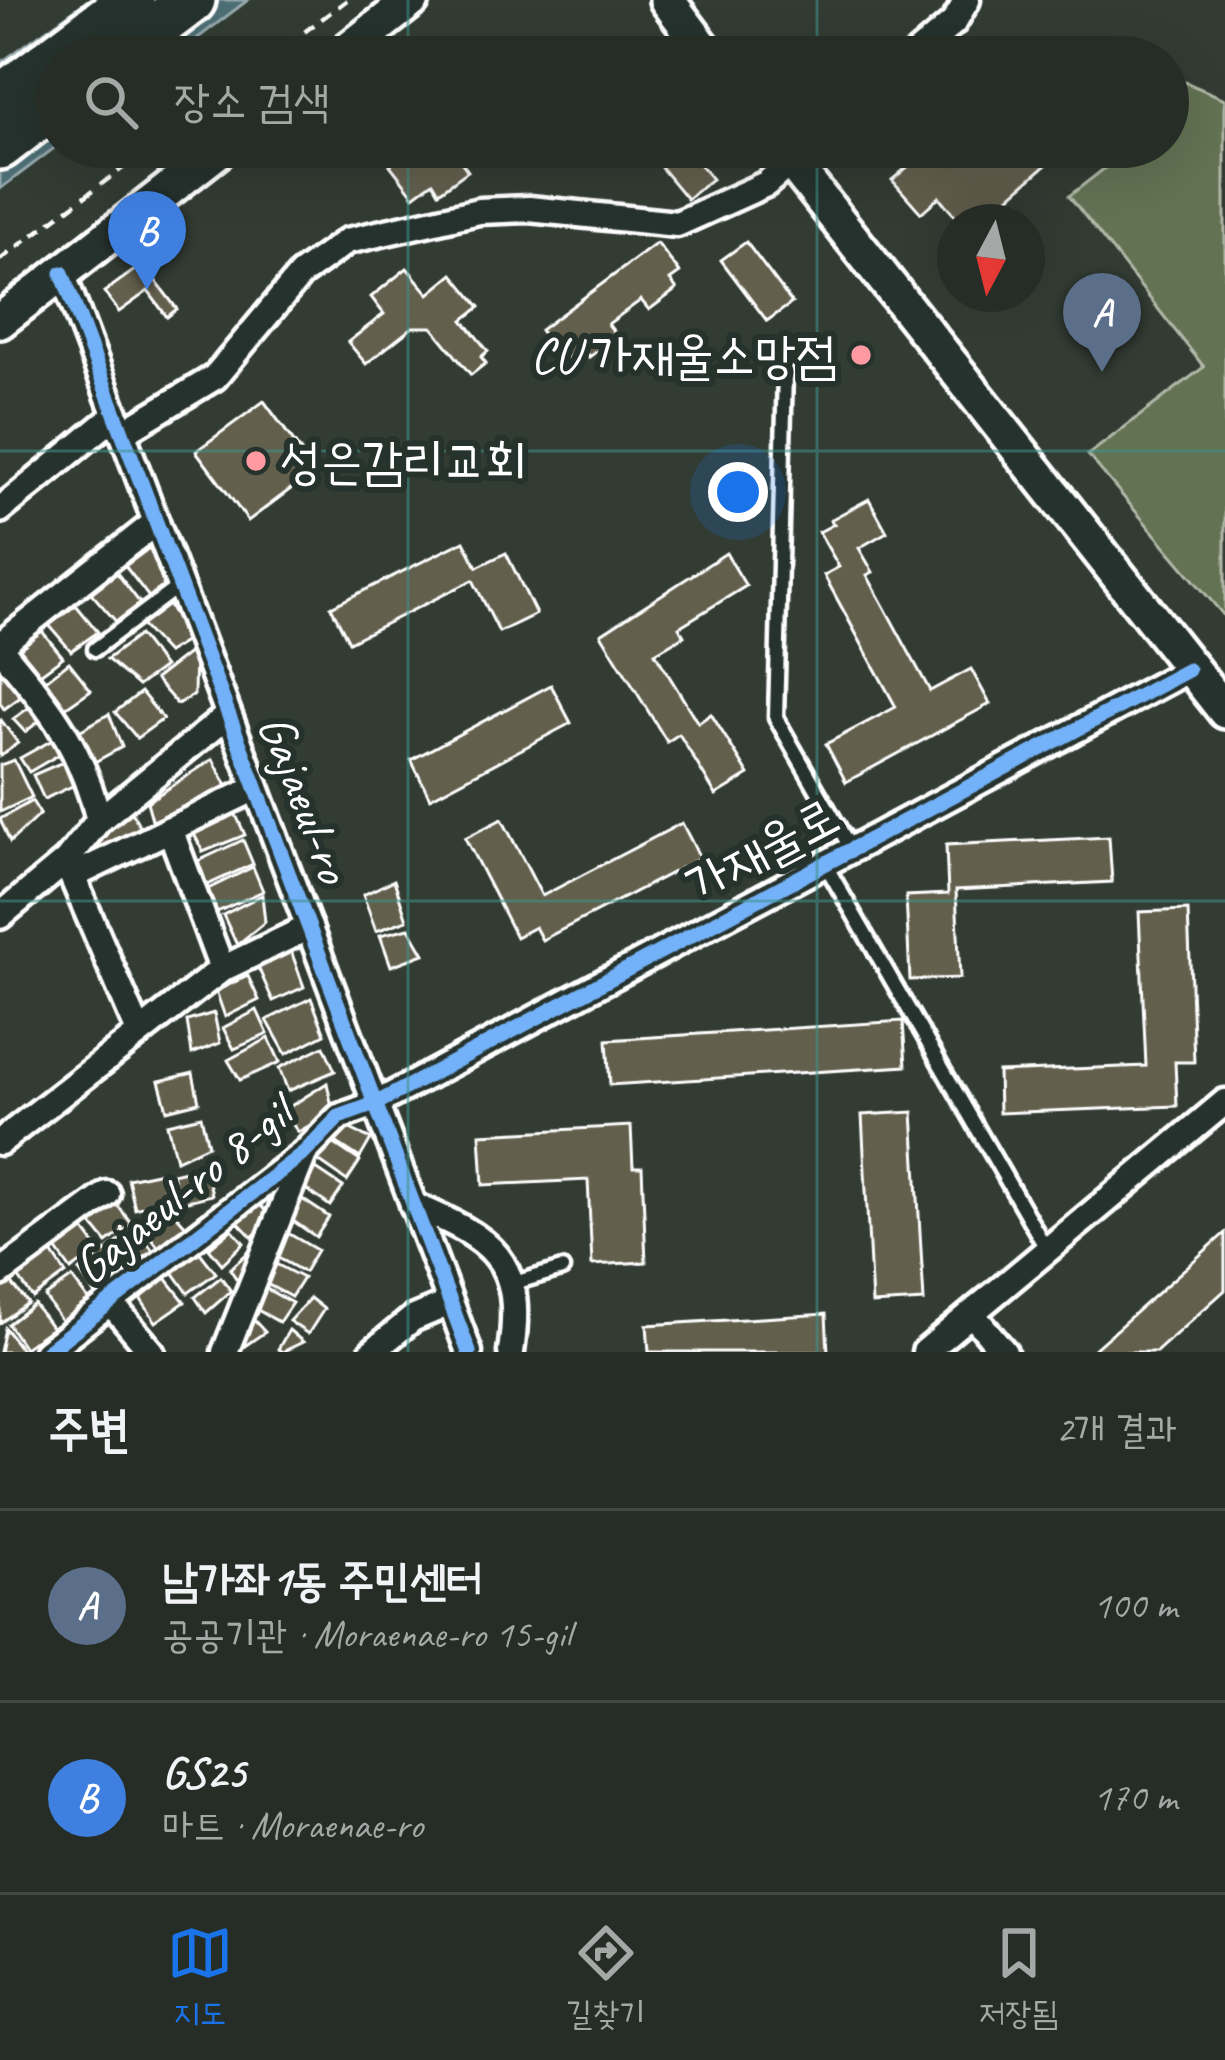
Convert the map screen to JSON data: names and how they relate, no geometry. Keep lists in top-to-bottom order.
{
  "streets": {
    "street": ["Gajaeul-ro", "가재울로", "Gajaeul-ro 8-gil"]
  },
  "crossings": [
    ["Gajaeul-ro", "가재울로"],
    ["Gajaeul-ro", "Gajaeul-ro 8-gil"],
    ["가재울로", "Gajaeul-ro 8-gil"]
  ],
  "places": ["CU 가재울소망점", "성은감리교회"],
  "north": "bottom",
  "page": {
    "search": "장소 검색",
    "pins": ["B", "A"],
    "heading": ["주변", "2개 결과"],
    "list": [
      {
        "mark": "A",
        "name": "남가좌1동 주민센터",
        "note": "공공기관 · Moraenae-ro 15-gil",
        "value": "100 m"
      },
      {
        "mark": "B",
        "name": "GS25",
        "note": "마트 · Moraenae-ro",
        "value": "170 m"
      }
    ],
    "nav": ["지도", "길찾기", "저장됨"]
  }
}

····················

▶ Work task
Reproduce each entry exactly as written, but leave out the images.

▶ Output of the task
Convert the map screen to JSON data: names and how they relate, no geometry. Keep lists in top-to-bottom order.
{
  "streets": {
    "street": ["Gajaeul-ro", "가재울로", "Gajaeul-ro 8-gil"]
  },
  "crossings": [
    ["Gajaeul-ro", "가재울로"],
    ["Gajaeul-ro", "Gajaeul-ro 8-gil"],
    ["가재울로", "Gajaeul-ro 8-gil"]
  ],
  "places": ["CU 가재울소망점", "성은감리교회"],
  "north": "bottom",
  "page": {
    "search": "장소 검색",
    "pins": ["B", "A"],
    "heading": ["주변", "2개 결과"],
    "list": [
      {
        "mark": "A",
        "name": "남가좌1동 주민센터",
        "note": "공공기관 · Moraenae-ro 15-gil",
        "value": "100 m"
      },
      {
        "mark": "B",
        "name": "GS25",
        "note": "마트 · Moraenae-ro",
        "value": "170 m"
      }
    ],
    "nav": ["지도", "길찾기", "저장됨"]
  }
}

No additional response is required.